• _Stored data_
- - - -

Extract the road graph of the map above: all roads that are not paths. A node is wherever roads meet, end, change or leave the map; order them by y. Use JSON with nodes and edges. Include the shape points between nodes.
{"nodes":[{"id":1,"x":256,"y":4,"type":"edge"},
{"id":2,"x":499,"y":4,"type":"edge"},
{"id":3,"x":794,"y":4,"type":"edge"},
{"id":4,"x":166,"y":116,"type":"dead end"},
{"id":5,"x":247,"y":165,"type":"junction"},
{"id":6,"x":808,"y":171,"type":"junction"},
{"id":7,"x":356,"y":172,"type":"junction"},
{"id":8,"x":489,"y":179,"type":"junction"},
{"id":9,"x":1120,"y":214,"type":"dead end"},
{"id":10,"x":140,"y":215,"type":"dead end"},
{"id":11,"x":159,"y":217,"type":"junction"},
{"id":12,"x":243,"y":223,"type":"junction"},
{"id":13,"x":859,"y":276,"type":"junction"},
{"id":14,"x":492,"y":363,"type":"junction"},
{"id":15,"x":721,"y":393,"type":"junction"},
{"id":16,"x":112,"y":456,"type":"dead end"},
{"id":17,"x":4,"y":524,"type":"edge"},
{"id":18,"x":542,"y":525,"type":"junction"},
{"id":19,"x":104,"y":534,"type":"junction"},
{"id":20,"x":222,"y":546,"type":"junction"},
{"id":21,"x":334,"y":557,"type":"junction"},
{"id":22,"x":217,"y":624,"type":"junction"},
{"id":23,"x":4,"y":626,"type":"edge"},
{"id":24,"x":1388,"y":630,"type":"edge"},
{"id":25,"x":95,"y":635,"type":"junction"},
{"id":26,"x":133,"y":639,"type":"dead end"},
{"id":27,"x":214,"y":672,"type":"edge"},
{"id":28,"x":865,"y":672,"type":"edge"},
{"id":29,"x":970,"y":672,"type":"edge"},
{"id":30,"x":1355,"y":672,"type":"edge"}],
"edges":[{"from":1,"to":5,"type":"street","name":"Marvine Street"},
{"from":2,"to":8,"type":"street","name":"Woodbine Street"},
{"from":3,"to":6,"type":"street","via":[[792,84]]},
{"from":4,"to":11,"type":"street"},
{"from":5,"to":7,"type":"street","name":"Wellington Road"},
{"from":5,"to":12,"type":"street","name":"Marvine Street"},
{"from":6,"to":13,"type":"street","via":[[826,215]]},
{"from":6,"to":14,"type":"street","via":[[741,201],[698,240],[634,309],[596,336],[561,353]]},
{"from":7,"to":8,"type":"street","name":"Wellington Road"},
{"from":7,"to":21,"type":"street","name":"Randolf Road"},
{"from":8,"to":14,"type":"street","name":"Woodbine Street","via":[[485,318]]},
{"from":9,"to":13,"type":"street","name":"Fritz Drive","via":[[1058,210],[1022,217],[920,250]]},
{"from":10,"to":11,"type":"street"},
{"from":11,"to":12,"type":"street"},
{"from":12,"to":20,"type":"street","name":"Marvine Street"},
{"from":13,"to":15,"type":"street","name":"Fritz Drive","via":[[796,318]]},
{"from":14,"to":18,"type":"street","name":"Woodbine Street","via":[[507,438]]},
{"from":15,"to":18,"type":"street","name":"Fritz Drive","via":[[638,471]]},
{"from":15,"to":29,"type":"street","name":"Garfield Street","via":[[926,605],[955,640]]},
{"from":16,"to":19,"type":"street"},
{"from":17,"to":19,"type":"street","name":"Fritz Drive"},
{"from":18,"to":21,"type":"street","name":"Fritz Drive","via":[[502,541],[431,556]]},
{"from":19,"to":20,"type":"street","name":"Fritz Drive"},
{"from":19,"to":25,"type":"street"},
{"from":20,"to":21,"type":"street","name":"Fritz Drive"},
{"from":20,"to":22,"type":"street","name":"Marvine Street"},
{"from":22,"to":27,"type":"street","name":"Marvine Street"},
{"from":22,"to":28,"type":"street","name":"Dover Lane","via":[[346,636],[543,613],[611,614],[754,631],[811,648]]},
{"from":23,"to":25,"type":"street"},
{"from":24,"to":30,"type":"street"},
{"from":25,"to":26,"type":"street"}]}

- - - -

• _What you are asked to do_
Only lines of the data holding the word "edges" go in the answer. Please copy each of them.

• _Task response_
Extract the road graph of the map above: all roads that are not paths. A node is wherever roads meet, end, change or leave the map; order them by y. Use JSON with nodes and edges. Include the shape points between nodes.
"edges":[{"from":1,"to":5,"type":"street","name":"Marvine Street"},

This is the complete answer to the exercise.